== PROVIDED ENTRIES ==

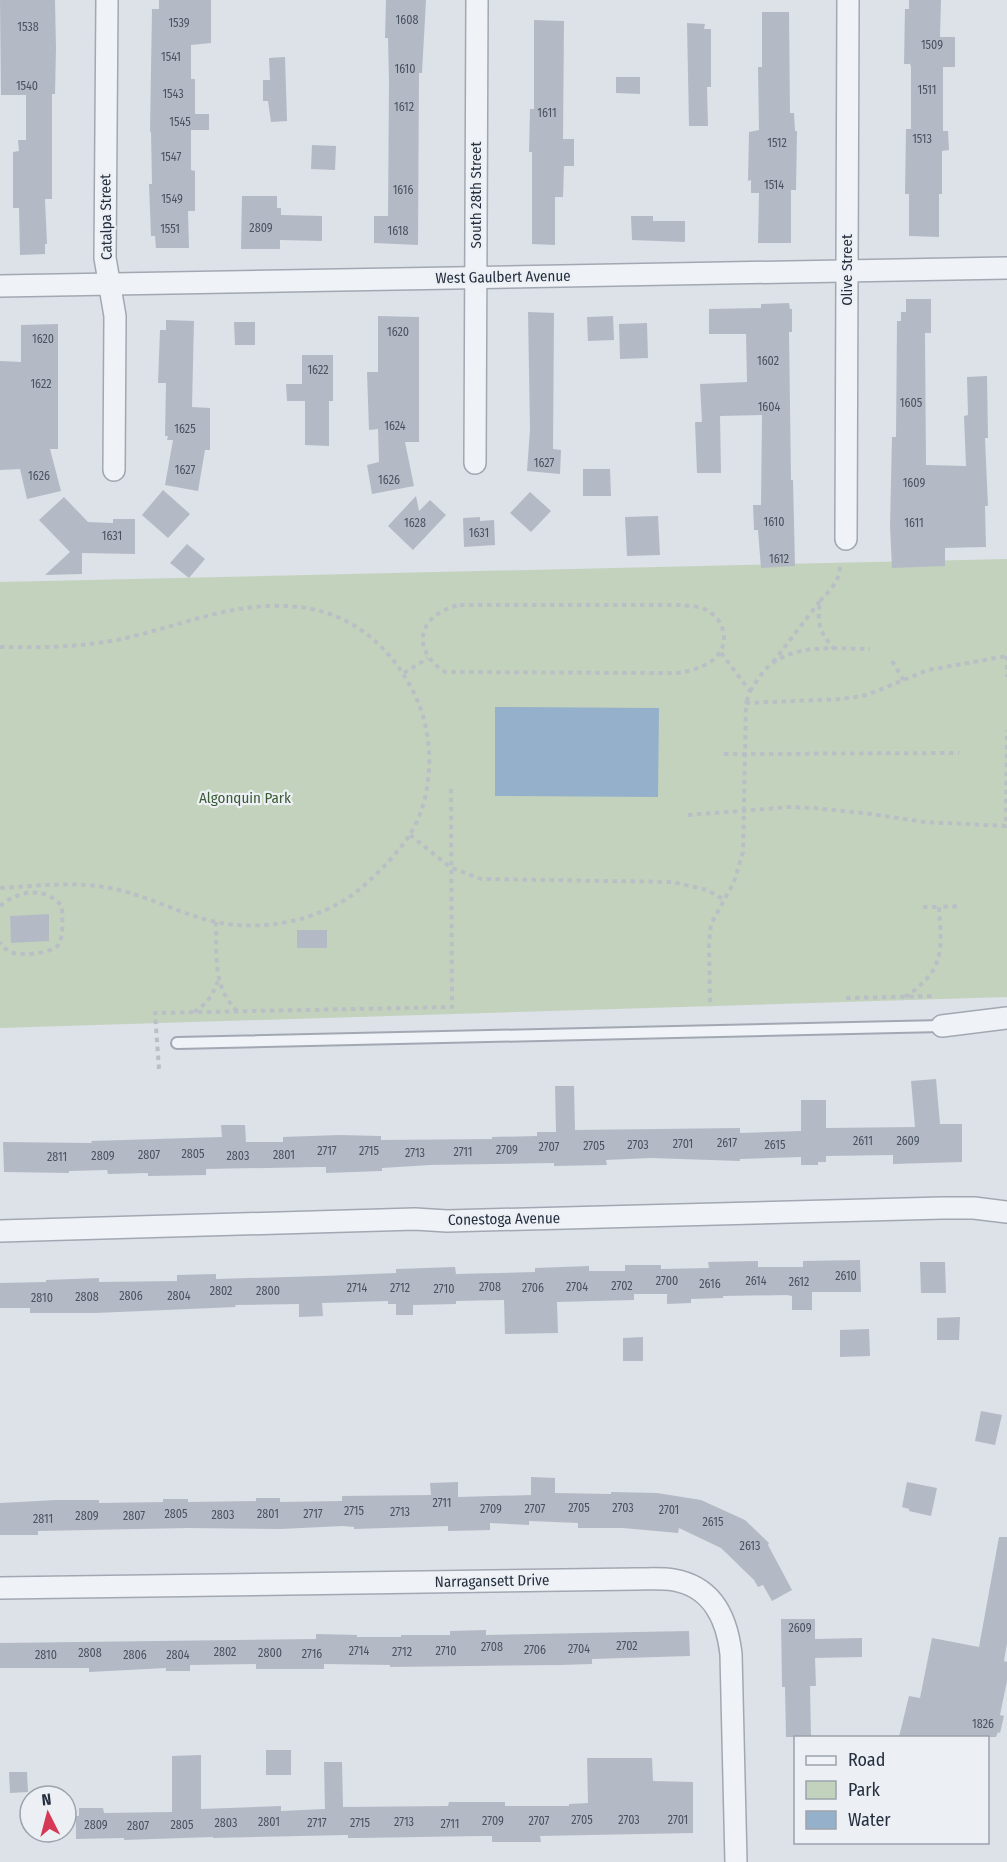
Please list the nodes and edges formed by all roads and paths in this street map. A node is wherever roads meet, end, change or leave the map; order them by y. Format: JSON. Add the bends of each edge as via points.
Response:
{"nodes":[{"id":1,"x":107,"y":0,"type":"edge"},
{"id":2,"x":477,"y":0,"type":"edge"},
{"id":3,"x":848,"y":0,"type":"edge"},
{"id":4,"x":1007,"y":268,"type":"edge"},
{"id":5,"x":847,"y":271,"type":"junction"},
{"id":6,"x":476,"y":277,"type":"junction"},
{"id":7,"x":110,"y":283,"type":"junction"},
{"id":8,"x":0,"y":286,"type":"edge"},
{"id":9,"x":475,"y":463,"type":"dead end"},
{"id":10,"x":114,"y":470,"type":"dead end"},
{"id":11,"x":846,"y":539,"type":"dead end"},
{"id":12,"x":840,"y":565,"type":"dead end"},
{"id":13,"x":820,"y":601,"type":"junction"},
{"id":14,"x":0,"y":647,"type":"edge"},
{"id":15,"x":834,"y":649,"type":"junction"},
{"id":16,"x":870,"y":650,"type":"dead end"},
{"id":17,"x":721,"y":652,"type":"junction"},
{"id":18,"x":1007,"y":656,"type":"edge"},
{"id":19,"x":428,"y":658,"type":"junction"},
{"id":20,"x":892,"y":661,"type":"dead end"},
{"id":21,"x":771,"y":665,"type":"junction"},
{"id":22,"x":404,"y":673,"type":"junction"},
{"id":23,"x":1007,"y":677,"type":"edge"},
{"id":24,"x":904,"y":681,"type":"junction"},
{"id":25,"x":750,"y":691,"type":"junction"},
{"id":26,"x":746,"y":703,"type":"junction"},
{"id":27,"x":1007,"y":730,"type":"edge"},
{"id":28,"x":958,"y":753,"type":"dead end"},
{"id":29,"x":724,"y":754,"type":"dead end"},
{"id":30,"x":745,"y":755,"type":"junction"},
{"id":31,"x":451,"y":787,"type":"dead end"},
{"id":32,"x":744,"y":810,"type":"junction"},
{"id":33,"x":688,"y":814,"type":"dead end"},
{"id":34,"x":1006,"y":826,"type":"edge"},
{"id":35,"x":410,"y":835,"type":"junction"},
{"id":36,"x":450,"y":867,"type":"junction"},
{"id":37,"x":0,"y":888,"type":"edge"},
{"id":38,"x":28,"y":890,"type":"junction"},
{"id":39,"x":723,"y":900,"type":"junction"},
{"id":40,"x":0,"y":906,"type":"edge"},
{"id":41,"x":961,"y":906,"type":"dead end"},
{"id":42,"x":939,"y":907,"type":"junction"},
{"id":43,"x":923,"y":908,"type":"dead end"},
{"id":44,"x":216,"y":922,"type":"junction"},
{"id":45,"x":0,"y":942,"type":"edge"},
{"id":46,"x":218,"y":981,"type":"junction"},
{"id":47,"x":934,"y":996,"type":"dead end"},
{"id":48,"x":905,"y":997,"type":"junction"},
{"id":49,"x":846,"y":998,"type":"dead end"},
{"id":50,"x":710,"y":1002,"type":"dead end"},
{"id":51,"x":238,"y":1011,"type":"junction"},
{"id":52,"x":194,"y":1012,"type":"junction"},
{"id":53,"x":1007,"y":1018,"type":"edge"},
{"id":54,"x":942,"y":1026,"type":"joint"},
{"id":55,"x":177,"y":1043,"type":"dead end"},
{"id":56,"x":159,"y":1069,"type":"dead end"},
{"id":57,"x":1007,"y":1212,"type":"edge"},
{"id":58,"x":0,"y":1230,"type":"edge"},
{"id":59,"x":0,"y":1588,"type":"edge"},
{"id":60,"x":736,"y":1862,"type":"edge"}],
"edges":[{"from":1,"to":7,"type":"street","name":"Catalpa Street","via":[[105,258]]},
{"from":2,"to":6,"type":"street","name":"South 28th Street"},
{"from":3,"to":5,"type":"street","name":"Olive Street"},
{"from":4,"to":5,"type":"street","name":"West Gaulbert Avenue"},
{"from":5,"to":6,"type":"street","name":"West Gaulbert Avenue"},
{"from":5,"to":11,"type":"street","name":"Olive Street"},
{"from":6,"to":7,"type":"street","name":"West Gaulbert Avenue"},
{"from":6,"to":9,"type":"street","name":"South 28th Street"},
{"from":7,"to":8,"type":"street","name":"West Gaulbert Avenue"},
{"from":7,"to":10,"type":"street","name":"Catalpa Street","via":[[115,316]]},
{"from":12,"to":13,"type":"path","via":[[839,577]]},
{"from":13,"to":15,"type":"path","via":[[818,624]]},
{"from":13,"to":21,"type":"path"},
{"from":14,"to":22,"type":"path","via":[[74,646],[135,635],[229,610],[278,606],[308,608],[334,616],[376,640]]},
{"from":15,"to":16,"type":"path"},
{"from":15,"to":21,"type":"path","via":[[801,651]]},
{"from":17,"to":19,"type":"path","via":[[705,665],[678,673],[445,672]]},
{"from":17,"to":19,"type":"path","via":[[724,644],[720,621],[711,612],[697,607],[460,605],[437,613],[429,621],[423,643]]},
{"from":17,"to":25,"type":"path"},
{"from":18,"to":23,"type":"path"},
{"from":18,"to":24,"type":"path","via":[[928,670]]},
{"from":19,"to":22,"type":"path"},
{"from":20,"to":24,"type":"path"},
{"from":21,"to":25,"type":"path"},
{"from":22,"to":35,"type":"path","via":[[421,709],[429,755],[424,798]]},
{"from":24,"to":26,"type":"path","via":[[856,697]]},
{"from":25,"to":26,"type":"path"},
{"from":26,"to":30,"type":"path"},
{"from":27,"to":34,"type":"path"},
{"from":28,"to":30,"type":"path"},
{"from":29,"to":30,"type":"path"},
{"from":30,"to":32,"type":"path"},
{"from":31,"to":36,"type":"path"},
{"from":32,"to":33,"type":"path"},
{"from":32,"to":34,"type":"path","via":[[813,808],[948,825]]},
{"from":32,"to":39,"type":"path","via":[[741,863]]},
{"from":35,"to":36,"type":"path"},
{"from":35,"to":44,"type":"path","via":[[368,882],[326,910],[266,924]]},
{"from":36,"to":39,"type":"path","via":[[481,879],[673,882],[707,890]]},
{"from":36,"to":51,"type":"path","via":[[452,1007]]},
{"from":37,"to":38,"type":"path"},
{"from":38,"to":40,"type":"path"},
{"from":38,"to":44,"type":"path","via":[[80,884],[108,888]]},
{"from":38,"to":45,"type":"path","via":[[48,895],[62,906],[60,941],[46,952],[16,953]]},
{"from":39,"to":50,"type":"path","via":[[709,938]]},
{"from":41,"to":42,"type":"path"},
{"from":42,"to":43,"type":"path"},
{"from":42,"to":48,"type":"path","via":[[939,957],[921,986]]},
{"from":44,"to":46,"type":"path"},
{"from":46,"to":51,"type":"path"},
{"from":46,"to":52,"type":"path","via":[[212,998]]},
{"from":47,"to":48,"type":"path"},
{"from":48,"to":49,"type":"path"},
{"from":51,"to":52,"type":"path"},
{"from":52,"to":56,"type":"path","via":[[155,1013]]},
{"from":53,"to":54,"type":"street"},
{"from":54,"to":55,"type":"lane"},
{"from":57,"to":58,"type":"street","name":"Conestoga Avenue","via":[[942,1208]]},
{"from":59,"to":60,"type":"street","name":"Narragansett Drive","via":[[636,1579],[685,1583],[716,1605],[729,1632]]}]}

===

◆ WHAT IS NEEDED
Show every line from the entries above in which the word "nodes" appears.

◆ TASK RESULT
Please list the nodes and edges formed by all roads and paths in this street map. A node is wherever roads meet, end, change or leave the map; order them by y. Format: JSON. Add the bends of each edge as via points.
{"nodes":[{"id":1,"x":107,"y":0,"type":"edge"},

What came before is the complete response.